Krause W, Mechelke B
Research Laboratories of Schering Aktiengesellschaft, Berlin, Fed. Rep. of Germany.
Arzneimittelforschung. 1992 Sep;42(9):1079-82.
The placental transfer of abecarnil (isopropyl 6-(benzyloxy)-4- (methoxymethyl)9H-pyrido(3,4-b)indole-3-carboxylate, ZK 112 119, CAS 11184-1-85-1) was studied in the rabbit after i.v. injection of 0.1 mg/kg and oral dosing of 10 mg/kg using 14C-labeled drug and HPLC with fluorescence detection for measurement of the unchanged drug.
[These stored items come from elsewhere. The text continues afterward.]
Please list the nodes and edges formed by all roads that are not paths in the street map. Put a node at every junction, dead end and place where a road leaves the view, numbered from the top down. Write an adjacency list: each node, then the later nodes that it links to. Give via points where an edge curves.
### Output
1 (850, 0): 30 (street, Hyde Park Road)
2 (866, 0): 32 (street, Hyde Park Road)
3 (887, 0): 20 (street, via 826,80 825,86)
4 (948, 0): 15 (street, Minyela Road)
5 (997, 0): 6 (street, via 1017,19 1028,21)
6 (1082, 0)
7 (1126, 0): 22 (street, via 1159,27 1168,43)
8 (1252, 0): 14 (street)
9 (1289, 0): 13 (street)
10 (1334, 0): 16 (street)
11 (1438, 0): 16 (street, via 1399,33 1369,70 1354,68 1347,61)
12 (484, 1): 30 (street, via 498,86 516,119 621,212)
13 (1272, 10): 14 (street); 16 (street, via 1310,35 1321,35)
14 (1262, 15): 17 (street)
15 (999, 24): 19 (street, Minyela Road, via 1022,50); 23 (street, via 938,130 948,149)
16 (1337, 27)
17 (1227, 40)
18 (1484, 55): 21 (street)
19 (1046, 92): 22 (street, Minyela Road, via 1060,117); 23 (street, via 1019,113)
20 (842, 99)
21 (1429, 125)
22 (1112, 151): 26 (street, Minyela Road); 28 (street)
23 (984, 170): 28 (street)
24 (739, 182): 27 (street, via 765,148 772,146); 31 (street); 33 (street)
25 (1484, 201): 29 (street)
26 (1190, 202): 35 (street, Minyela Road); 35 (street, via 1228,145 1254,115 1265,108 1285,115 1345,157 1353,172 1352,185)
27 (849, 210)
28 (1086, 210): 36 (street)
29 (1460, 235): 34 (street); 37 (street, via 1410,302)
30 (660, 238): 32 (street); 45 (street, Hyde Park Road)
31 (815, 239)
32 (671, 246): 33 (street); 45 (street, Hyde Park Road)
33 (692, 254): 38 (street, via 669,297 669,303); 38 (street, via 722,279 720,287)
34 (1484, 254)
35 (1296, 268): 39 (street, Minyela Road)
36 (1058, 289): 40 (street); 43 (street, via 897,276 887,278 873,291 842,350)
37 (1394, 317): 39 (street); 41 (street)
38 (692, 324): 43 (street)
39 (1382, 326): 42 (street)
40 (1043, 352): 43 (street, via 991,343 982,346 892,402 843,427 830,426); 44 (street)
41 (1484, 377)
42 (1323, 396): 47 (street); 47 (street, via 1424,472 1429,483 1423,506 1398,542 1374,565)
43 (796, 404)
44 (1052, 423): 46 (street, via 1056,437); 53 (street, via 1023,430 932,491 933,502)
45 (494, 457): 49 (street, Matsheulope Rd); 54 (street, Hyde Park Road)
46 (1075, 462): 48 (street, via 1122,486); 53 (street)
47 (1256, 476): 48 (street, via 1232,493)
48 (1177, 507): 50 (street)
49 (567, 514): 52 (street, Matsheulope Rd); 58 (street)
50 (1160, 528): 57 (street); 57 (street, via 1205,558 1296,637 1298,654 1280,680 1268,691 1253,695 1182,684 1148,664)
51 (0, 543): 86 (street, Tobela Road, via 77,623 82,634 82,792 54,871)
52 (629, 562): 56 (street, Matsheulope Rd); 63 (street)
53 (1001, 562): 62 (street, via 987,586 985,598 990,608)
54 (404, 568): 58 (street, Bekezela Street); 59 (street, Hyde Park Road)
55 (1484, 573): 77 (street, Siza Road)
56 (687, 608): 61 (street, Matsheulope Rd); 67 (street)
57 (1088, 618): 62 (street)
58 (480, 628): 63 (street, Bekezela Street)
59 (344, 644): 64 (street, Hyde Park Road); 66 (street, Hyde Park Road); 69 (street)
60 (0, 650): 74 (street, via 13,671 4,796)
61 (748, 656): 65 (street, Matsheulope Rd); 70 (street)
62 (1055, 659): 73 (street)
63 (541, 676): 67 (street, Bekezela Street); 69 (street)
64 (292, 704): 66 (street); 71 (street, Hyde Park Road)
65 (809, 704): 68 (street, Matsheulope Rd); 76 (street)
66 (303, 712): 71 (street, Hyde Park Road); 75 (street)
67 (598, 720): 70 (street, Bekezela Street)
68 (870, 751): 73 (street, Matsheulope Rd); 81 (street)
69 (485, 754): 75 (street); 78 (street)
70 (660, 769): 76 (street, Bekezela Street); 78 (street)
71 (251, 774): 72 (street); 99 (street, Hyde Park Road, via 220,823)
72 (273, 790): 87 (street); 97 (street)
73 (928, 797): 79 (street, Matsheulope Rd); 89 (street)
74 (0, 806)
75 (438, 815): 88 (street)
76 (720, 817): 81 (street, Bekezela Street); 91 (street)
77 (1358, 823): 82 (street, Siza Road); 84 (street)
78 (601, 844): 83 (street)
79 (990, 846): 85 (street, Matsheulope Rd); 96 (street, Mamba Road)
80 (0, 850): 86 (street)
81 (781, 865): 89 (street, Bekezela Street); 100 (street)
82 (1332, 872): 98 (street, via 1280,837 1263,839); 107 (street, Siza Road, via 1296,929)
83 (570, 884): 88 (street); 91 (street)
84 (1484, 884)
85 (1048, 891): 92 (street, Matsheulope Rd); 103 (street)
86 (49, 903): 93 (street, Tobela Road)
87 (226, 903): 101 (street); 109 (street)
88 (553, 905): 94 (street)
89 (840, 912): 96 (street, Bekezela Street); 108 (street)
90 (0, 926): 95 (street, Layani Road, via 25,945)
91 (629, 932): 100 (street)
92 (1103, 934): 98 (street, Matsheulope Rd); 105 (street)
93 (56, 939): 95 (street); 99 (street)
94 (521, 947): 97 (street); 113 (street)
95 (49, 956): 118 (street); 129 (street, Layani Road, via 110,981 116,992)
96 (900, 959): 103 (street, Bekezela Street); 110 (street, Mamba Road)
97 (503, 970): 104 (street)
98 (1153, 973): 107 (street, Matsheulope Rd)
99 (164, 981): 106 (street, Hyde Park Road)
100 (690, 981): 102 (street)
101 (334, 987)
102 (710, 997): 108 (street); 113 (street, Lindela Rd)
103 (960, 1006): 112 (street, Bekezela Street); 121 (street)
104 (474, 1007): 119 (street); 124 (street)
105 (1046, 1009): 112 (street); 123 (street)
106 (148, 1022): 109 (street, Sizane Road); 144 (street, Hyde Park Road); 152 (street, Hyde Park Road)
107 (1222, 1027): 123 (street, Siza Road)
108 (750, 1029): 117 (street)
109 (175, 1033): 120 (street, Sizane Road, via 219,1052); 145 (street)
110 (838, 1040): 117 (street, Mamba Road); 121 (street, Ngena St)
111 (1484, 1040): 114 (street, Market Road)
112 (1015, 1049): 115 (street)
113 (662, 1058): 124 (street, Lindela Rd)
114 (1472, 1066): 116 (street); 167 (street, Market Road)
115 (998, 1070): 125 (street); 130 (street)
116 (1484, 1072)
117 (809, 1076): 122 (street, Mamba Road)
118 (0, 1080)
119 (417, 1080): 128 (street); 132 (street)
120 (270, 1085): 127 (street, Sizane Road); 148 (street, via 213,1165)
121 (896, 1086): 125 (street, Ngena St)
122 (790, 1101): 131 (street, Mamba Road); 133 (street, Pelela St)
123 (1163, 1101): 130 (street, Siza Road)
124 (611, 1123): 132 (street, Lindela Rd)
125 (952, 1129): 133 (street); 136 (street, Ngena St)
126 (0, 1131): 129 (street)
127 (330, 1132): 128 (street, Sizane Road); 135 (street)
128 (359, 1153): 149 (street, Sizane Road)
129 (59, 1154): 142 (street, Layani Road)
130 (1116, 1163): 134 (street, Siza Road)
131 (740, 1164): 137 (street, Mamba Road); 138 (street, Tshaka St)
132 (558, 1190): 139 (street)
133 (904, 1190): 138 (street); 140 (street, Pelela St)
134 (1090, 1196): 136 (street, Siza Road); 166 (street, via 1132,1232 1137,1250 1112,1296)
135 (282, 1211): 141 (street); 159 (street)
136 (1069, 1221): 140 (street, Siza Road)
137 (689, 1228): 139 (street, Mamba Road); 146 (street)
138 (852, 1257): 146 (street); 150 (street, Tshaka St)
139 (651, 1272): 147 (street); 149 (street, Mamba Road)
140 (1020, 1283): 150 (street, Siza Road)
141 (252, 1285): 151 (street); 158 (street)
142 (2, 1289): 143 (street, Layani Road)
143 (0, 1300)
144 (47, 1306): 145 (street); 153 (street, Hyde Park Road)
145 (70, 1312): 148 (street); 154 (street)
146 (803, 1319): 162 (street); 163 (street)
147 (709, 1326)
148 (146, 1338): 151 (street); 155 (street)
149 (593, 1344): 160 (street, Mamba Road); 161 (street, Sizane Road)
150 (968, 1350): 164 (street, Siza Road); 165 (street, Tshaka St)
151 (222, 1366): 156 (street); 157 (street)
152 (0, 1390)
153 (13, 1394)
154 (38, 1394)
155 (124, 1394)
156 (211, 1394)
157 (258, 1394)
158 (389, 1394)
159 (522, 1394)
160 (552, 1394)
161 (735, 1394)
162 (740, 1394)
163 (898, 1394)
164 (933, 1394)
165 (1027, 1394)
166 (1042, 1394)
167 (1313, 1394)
Abecarnil easily passed the placental barrier and achieved high concentrations in the fetus. The concentration ratio C(fetus)/C(dam plasma) was 24 +/- 12 for all animals and time points. Metabolites were not able to cross the placental barrier to the same extent as the unchanged drug (ratio 1 +/- 2). The time courses of drug concentration and total radioactivity in the fetus were parallel to the respective time courses in the dams plasma. Accumulation of drug and metabolites upon multiple dosing, therefore, should not differ from that observed in the dam.
在兔体内静脉注射0.1mg/kg及口服给药10mg/kg后,使用14C标记药物和带荧光检测的高效液相色谱法测定原形药物,研究了阿贝卡尼(异丙基6-(苄氧基)-4-(甲氧基甲基)-9H-吡啶并(3,4-b)吲哚-3-羧酸酯,ZK 112 119,CAS 11184-1-85-1)的胎盘转运情况。阿贝卡尼很容易通过胎盘屏障并在胎儿体内达到高浓度。所有动物和时间点的胎儿与母体血浆浓度比C(胎儿)/C(母体血浆)为24±12。代谢产物不能像原形药物那样同等程度地通过胎盘屏障(比值为1±2)。胎儿体内药物浓度和总放射性的时间进程与母体血浆中的相应时间进程平行。因此,多次给药后药物和代谢产物的蓄积情况应与母体中观察到的情况无差异。